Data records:
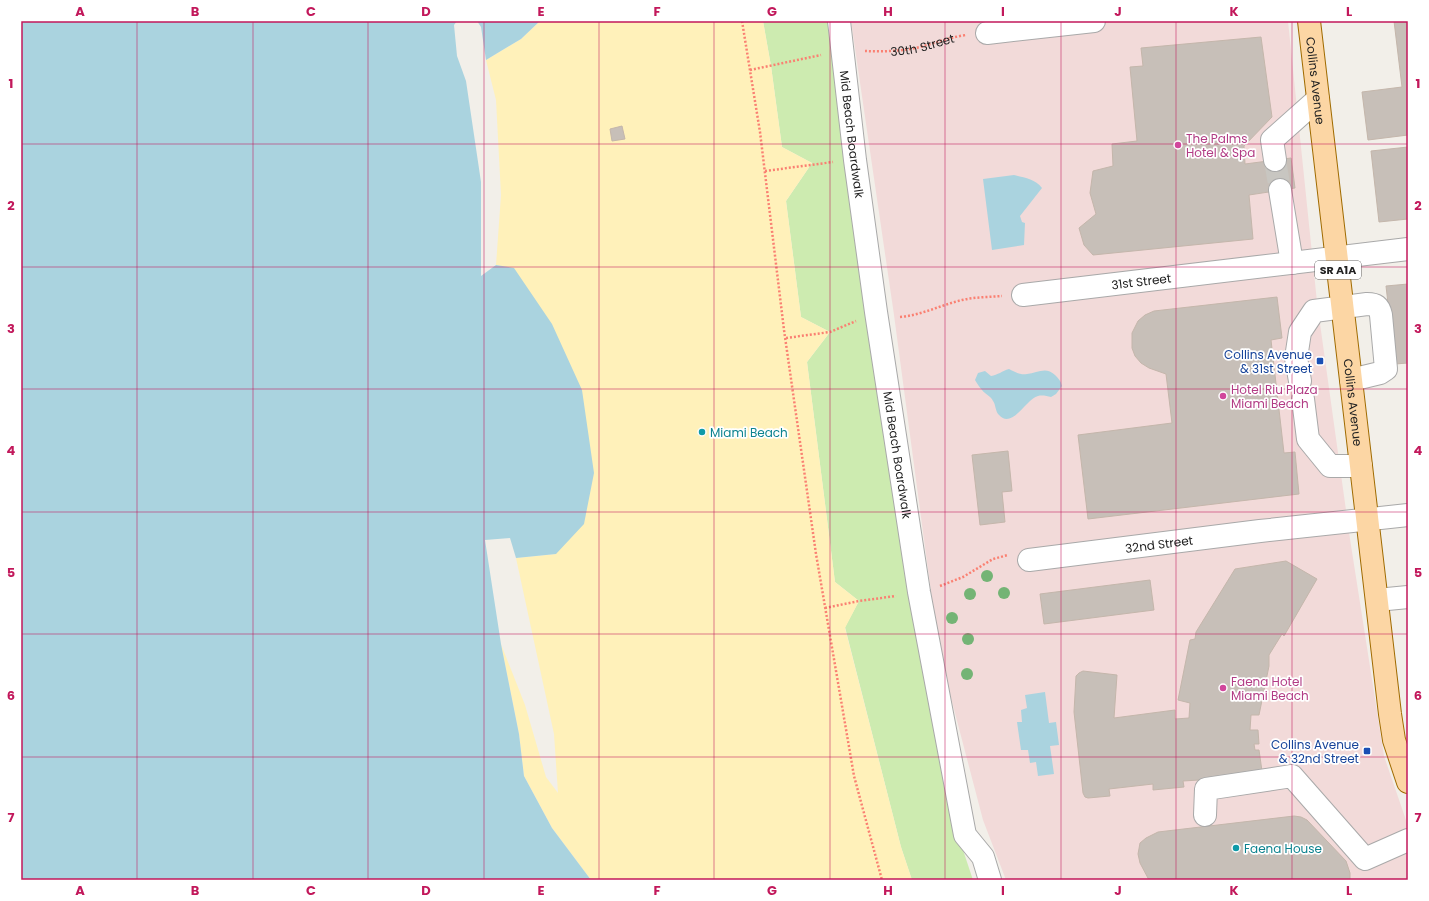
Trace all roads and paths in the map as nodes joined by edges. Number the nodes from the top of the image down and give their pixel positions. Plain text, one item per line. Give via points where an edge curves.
1 (742, 21) edge
2 (839, 21) edge
3 (1094, 21) edge
4 (1309, 21) edge
5 (987, 33) joint
6 (843, 50) junction
7 (750, 70) junction
8 (1318, 99) junction
9 (855, 160) junction
10 (1275, 160) tunnel mouth
11 (765, 170) junction
12 (1280, 190) tunnel mouth
13 (1408, 249) edge
14 (1337, 258) junction
15 (1292, 263) junction
16 (1023, 295) joint
17 (1342, 306) junction
18 (876, 312) junction
19 (786, 338) junction
20 (1351, 380) junction
21 (1361, 466) junction
22 (1408, 515) edge
23 (1367, 519) junction
24 (1029, 560) joint
25 (919, 592) junction
26 (1408, 597) edge
27 (1377, 600) junction
28 (825, 608) junction
29 (1407, 778) edge
30 (1205, 815) dead end
31 (1408, 840) edge
32 (882, 880) edge
33 (990, 880) edge

1 - 7 path
2 - 6 street, Mid Beach Boardwalk
3 - 5 street
4 - 8 main road, Collins Avenue / SR A1A
5 - 6 path, 30th Street via 953,37 904,50
6 - 7 path, 30th Street
6 - 9 street, Mid Beach Boardwalk
7 - 11 path
8 - 10 street via 1272,140
8 - 14 main road, Collins Avenue / SR A1A
9 - 11 path
9 - 18 street, Mid Beach Boardwalk
11 - 19 path
12 - 15 street
13 - 14 street, 31st Street
14 - 15 street, 31st Street
14 - 17 main road, Collins Avenue / SR A1A
15 - 16 street, 31st Street
16 - 18 path via 961,300 921,314 899,318
17 - 20 main road, Collins Avenue / SR A1A
17 - 20 street via 1372,304 1378,306 1381,315 1386,369 1380,373
17 - 21 street via 1314,311 1300,332 1296,358 1308,439 1330,466
18 - 19 path via 830,332
18 - 25 street, Mid Beach Boardwalk
19 - 28 path
20 - 21 main road, Collins Avenue / SR A1A
21 - 23 main road, Collins Avenue / SR A1A
22 - 23 street, 32nd Street
23 - 24 street, 32nd Street
23 - 27 main road, Collins Avenue / SR A1A
24 - 25 path via 1014,554 1003,556 962,577
25 - 28 path
25 - 33 street, Mid Beach Boardwalk via 965,835 983,857
26 - 27 street
27 - 29 main road, Collins Avenue / SR A1A via 1394,740
28 - 32 path via 854,776
30 - 31 street via 1206,789 1292,776 1365,859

WORK INSTRUCTIONS: Find every line above where the word "Beach" occurs, and copy that line.

WRITTEN SOLUTION:
2 - 6 street, Mid Beach Boardwalk
6 - 9 street, Mid Beach Boardwalk
9 - 18 street, Mid Beach Boardwalk
18 - 25 street, Mid Beach Boardwalk
25 - 33 street, Mid Beach Boardwalk via 965,835 983,857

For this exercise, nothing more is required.